Ia memperkarakan Edmond ke pengadilan, seakan-akan petani kecil itu telah mencuri hak ciptanya, yakni teknik penyerbukan tanaman vanilla yang dirahasiakan oleh perusahaan Richard. Proses kriminalisasi tersebut tak lain karena obsesi “sang juragan” yang ingin dikenal publik bahwa dialah sang perintis dan penemu tunggal dari teori penyerbukan tanaman vanilla, yang saat itu para akademisi dan ilmuwan Eropa sangat gandrung pada hasil analisis dan penelitian ilmiah.
Di tangan Edmond, sistem penyerbukan vanilla telah menyebar luas di kalangan para petani Eropa setelah memasuki abad ke-19. Bukan hanya sebatas teori melainkan praktek langsung di lapangan, hingga memberikan berkah bagi kemakmuran rizki para petani vanilla pada masa itu. Sebelum itu, pasokan vanilla di seluruh dunia hanya sekitar dua ton pertahun, dan itu pun hanya datang dari negeri Meksiko.

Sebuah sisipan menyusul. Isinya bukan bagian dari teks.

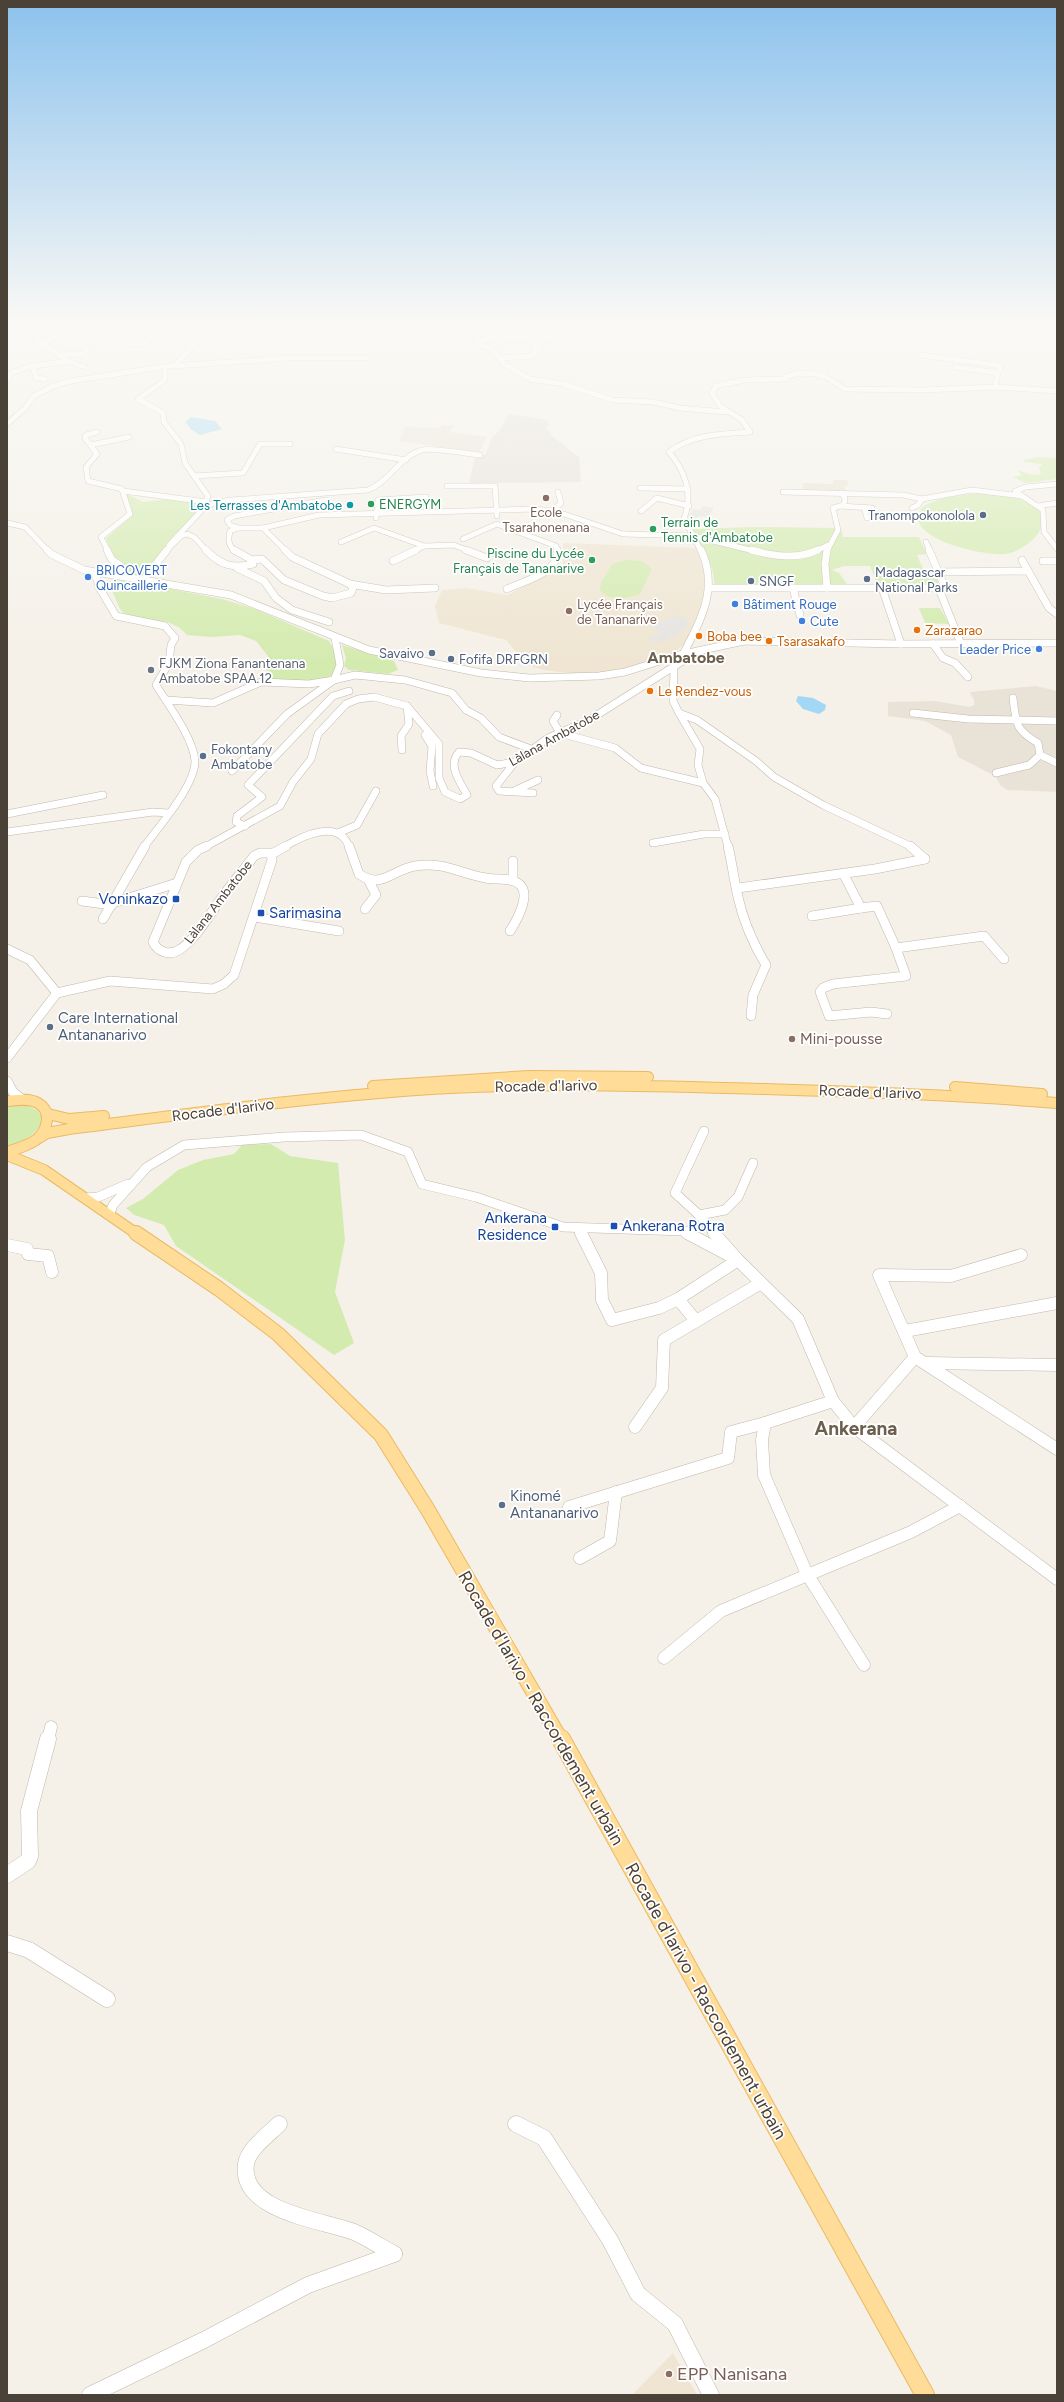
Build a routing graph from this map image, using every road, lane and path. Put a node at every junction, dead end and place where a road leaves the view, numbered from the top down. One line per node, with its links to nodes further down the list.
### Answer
1 (87, 436): 6 (street)
2 (129, 436): 6 (street)
3 (175, 436): 10 (street)
4 (705, 436): 14 (street)
5 (290, 444): 10 (street)
6 (91, 445): 15 (street)
7 (336, 449): 9 (street)
8 (480, 455): 9 (street)
9 (406, 460): 28 (street)
10 (194, 476): 23 (street)
11 (1057, 484): 19 (street)
12 (447, 486): 32 (street)
13 (640, 488): 14 (street)
14 (688, 489): 25 (street)
15 (123, 491): 23 (street); 62 (street)
16 (558, 492): 33 (street)
17 (783, 492): 18 (street)
18 (841, 493): 21 (street); 26 (street)
19 (1022, 496): 21 (street); 27 (street)
20 (426, 497): 35 (street)
21 (922, 499): 31 (street)
22 (326, 500): 39 (street)
23 (207, 502): 28 (street)
24 (1057, 503): 27 (street)
25 (689, 506): 34 (street); 42 (street)
26 (840, 506): 29 (street); 50 (street)
27 (1038, 506): 51 (street)
28 (204, 508): 47 (street)
29 (864, 508): 30 (street); 36 (street)
30 (872, 508)
31 (912, 508)
32 (497, 510): 33 (street); 35 (street); 38 (street)
33 (553, 510): 42 (street)
34 (641, 511)
35 (377, 513): 40 (street); 41 (street)
36 (867, 518)
37 (7, 523): 61 (street)
38 (497, 524): 43 (street); 71 (street)
39 (238, 528): 40 (street); 53 (street)
40 (263, 528): 64 (street)
41 (374, 528): 44 (street); 45 (street)
42 (692, 536): 50 (street); 66 (street)
43 (463, 539): 44 (street); 48 (street)
44 (412, 541): 49 (street)
45 (341, 542)
46 (926, 542): 59 (street)
47 (169, 545): 58 (street); 63 (street)
48 (454, 545): 49 (street); 52 (street)
49 (424, 546): 55 (street)
50 (828, 546): 68 (street)
51 (1057, 549)
52 (487, 558)
53 (252, 560): 58 (street); 64 (street)
54 (1022, 560): 60 (street)
55 (393, 561)
56 (1043, 561): 57 (street)
57 (1057, 561)
58 (236, 568): 74 (street)
59 (938, 572): 60 (street); 70 (street)
60 (1028, 572): 72 (street)
61 (95, 573): 62 (street); 85 (street)
62 (118, 575): 63 (street)
63 (143, 580): 75 (street)
64 (350, 584): 65 (street)
65 (435, 588)
66 (711, 588): 67 (street); 80 (street)
67 (793, 588): 68 (street); 73 (street)
68 (827, 588): 69 (street)
69 (882, 588): 70 (street); 77 (street)
70 (939, 588): 79 (street)
71 (508, 589)
72 (1057, 614)
73 (800, 615)
74 (329, 622)
75 (335, 638): 80 (street); 82 (street)
76 (1057, 643): 79 (street)
77 (901, 644): 78 (street); 80 (street, Làlana Ambatobe)
78 (933, 644): 79 (street); 81 (street)
79 (961, 644)
80 (682, 659): 87 (street); 93 (street, Làlana Ambatobe)
81 (968, 677)
82 (334, 680): 85 (street); 94 (street); 99 (street)
83 (349, 691): 110 (street)
84 (1012, 698): 90 (street)
85 (166, 700): 108 (street)
86 (407, 706): 91 (street, Làlana Ambatobe); 95 (street); 110 (street, Làlana Ambatobe)
87 (679, 713): 102 (street); 117 (street)
88 (913, 713): 90 (street)
89 (557, 715): 93 (street)
90 (1016, 720): 92 (street); 96 (street)
91 (421, 721): 97 (street, Làlana Ambatobe); 103 (street)
92 (1057, 721)
93 (560, 733): 94 (street, Làlana Ambatobe); 102 (street)
94 (531, 749): 97 (street, Làlana Ambatobe)
95 (402, 750)
96 (1040, 755): 98 (street); 100 (street)
97 (515, 762): 105 (street)
98 (1057, 763)
99 (232, 771)
100 (996, 773)
101 (538, 780): 105 (street)
102 (703, 783): 113 (street)
103 (433, 786)
104 (376, 791): 112 (street)
105 (511, 793): 106 (street)
106 (533, 793)
107 (103, 795): 109 (street)
108 (168, 813): 111 (street); 123 (street)
109 (7, 814)
110 (245, 826): 120 (street, Làlana Ambatobe)
111 (7, 832)
112 (338, 833): 115 (street); 118 (street)
113 (725, 834): 114 (street); 121 (street)
114 (653, 843)
115 (272, 854): 120 (street, Làlana Ambatobe); 127 (street, Làlana Ambatobe)
116 (513, 861): 119 (street)
117 (843, 873): 121 (street); 124 (street)
118 (368, 879): 119 (street); 125 (street)
119 (513, 880): 129 (street)
120 (177, 882): 123 (street)
121 (738, 888): 136 (street)
122 (82, 901): 123 (street)
123 (114, 904): 128 (street)
124 (861, 908): 126 (street); 132 (street)
125 (365, 909)
126 (812, 916)
127 (254, 917): 130 (street); 134 (street, Làlana Ambatobe)
128 (103, 919)
129 (510, 930)
130 (339, 931)
131 (7, 948): 134 (street)
132 (896, 948): 133 (street); 135 (street)
133 (1004, 959)
134 (57, 993): 137 (street)
135 (887, 1014)
136 (751, 1016)
137 (7, 1058)
138 (7, 1081): 140 (street)
139 (1057, 1095): 143 (main road, Rocade d'Iarivo)
140 (22, 1100): 141 (main road); 143 (main road)
141 (7, 1101)
142 (1057, 1103): 145 (main road, Rocade d'Iarivo)
143 (48, 1114): 145 (main road)
144 (704, 1131): 152 (street)
145 (38, 1139): 146 (main road, Rocade d'Iarivo); 148 (main road)
146 (7, 1153): 148 (main road, Rocade d'Iarivo - Raccordement urbain)
147 (753, 1163): 152 (street)
148 (39, 1167): 150 (main road, Rocade d'Iarivo - Raccordement urbain)
149 (135, 1180): 150 (street); 151 (street); 153 (street)
150 (86, 1198): 151 (main road, Rocade d'Iarivo - Raccordement urbain)
151 (110, 1213): 187 (main road, Rocade d'Iarivo - Raccordement urbain)
152 (699, 1215): 156 (street)
153 (580, 1228): 156 (street); 159 (street)
154 (7, 1245): 157 (street)
155 (1020, 1255): 162 (street)
156 (738, 1260): 158 (street); 159 (street)
157 (52, 1272)
158 (761, 1283): 161 (street); 166 (street)
159 (678, 1299): 161 (street)
160 (1057, 1303): 162 (street)
161 (696, 1321): 169 (street)
162 (905, 1331): 163 (street)
163 (915, 1357): 164 (street); 168 (street)
164 (927, 1363): 165 (street); 170 (street)
165 (1056, 1367)
166 (833, 1401): 167 (street); 168 (street)
167 (765, 1423): 171 (street); 175 (street)
168 (854, 1427): 172 (street)
169 (636, 1428)
170 (1057, 1449)
171 (616, 1492): 173 (street); 174 (street)
172 (960, 1506): 175 (street); 176 (street)
173 (569, 1507)
174 (580, 1558)
175 (807, 1574): 177 (street); 178 (street)
176 (1057, 1578)
177 (664, 1658)
178 (864, 1665)
179 (51, 1727): 180 (street)
180 (7, 1875)
181 (7, 1943): 182 (street)
182 (107, 2000)
183 (279, 2124): 185 (street)
184 (516, 2124): 186 (street)
185 (90, 2395)
186 (711, 2395)
187 (925, 2395)

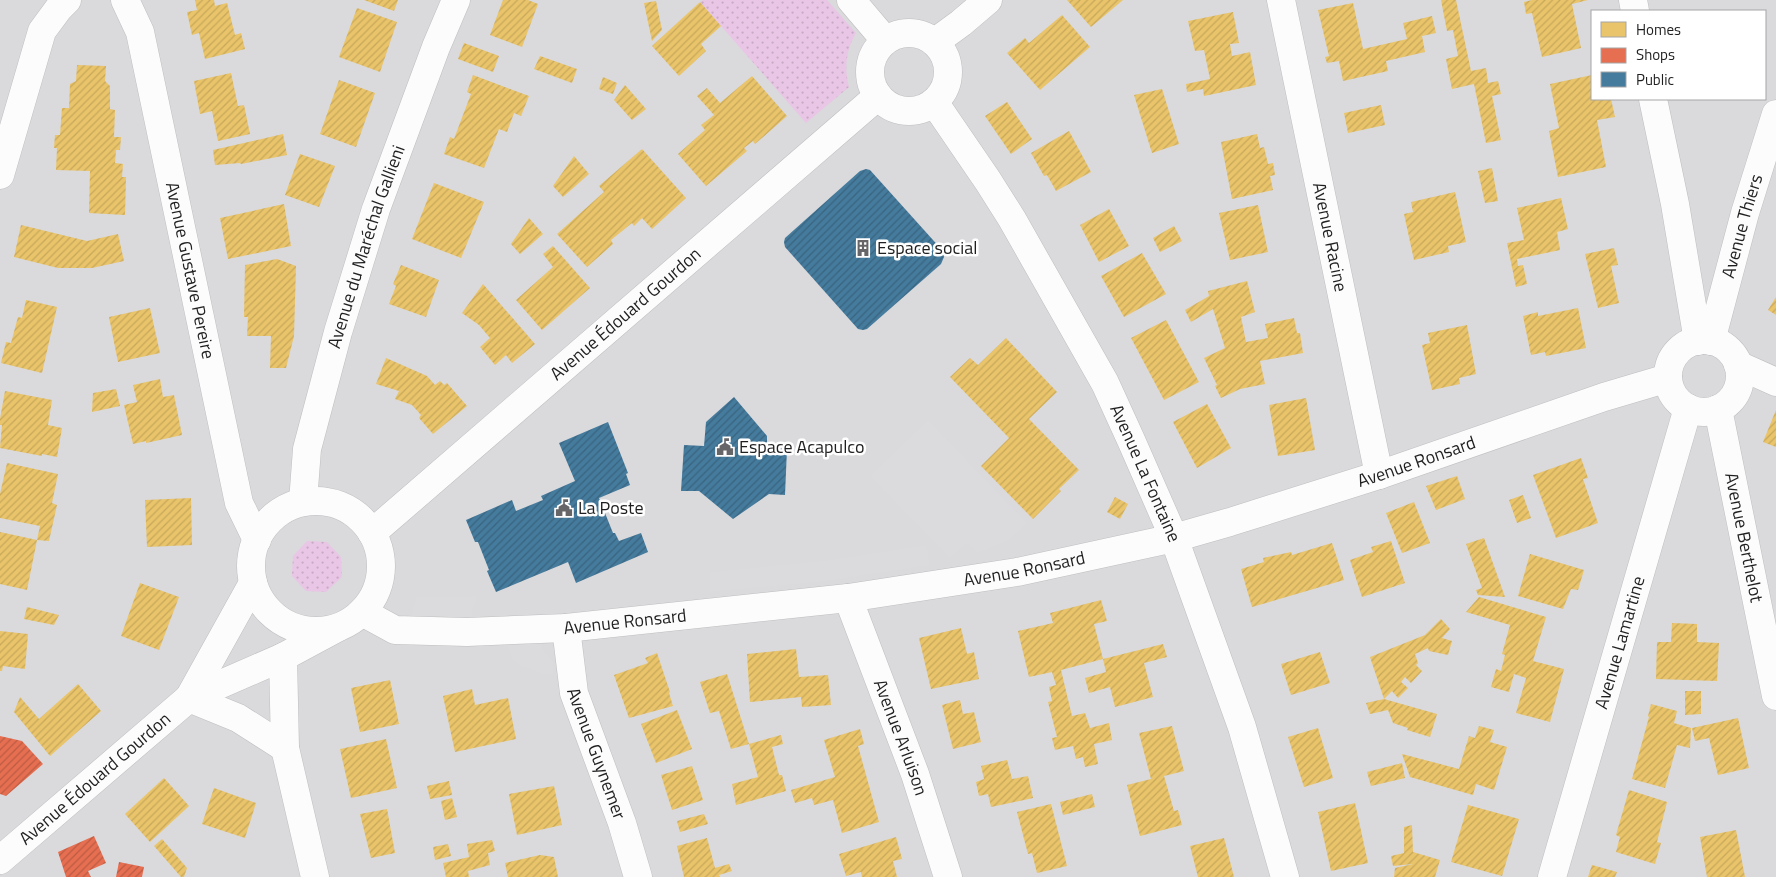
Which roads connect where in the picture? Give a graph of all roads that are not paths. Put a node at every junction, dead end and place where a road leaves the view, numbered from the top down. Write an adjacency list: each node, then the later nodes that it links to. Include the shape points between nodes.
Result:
1 (67, 0): 13 (street, via 42,31)
2 (125, 0): 24 (street, Avenue Gustave Pereire, via 140,32 239,503)
3 (456, 0): 21 (street, Avenue du Maréchal Gallieni, via 376,209 338,332 307,449)
4 (852, 0): 7 (street)
5 (988, 0): 8 (street)
6 (1282, 0): 20 (street, Avenue Racine)
7 (885, 40): 8 (street, via 905,32 926,36); 9 (street, via 871,60 872,85)
8 (935, 42): 11 (street, via 943,51 948,72 944,89)
9 (878, 96): 11 (street, via 894,108 904,110 920,109); 22 (street, Avenue Édouard Gourdon)
10 (1653, 100): 14 (street)
11 (934, 102): 23 (street, Avenue La Fontaine, via 1012,219 1100,375)
12 (1776, 114): 14 (street, Avenue Thiers)
13 (0, 175)
14 (1704, 341): 15 (street, via 1728,348); 16 (street, via 1688,344 1680,350 1673,358)
15 (1738, 365): 17 (street); 19 (street, via 1739,386 1727,404)
16 (1668, 378): 18 (street, via 1675,397); 20 (street, Avenue Ronsard)
17 (1776, 382)
18 (1688, 408): 19 (street, via 1700,412); 39 (street, Avenue Lamartine)
19 (1718, 409): 31 (street, Avenue Berthelot)
20 (1379, 475): 23 (street, Avenue Ronsard)
21 (303, 502): 22 (street, via 323,501 342,506 360,518); 24 (street, via 283,510 268,523)
22 (372, 533): 27 (street, via 380,553 381,574 375,595)
23 (1174, 538): 26 (street, Avenue Ronsard, via 1017,572); 38 (street, Avenue La Fontaine, via 1242,727)
24 (257, 540): 25 (street, via 251,561)
25 (253, 583): 28 (street, via 262,602 276,618 295,628 316,632); 32 (street, Avenue Édouard Gourdon)
26 (848, 598): 29 (street, Avenue Ronsard); 37 (street, Avenue Arluison, via 915,774)
27 (362, 612): 28 (street); 29 (street, Avenue Ronsard, via 395,630 467,632)
28 (337, 628): 30 (street, Avenue Édouard Gourdon)
29 (566, 628): 36 (street, Avenue Guynemer, via 574,693 622,823)
30 (283, 657): 32 (street, Avenue Édouard Gourdon); 33 (street)
31 (1776, 696)
32 (189, 698): 33 (street, via 238,718); 34 (street, Avenue Édouard Gourdon)
33 (285, 748): 35 (street)
34 (0, 860)
35 (314, 877)
36 (638, 877)
37 (948, 877)
38 (1285, 877)
39 (1552, 877)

Tanaman yang paling disukai raja-raja Eropa itu tak pernah tumbuh di tempat lain, meskipun dibawa oleh penjajah Spanyol ke Filipina, dibawa Inggris ke seluruh negeri jajahannya, bahkan dibawa Belanda ke seluruh Pulau Jawa. Tetapi di semua tempat itu, selalu saja gagal panen. Bahkan, Charles Darwin sempat keliru menyampaikan analisisnya, seolah-olah tanaman vanilla hanya tumbuh berkat penyerbukan seekor kumbang yang bernama Euglossa Viridissima, di mana kumbang tersebut tak bisa hidup di negeri manapun selain Meksiko.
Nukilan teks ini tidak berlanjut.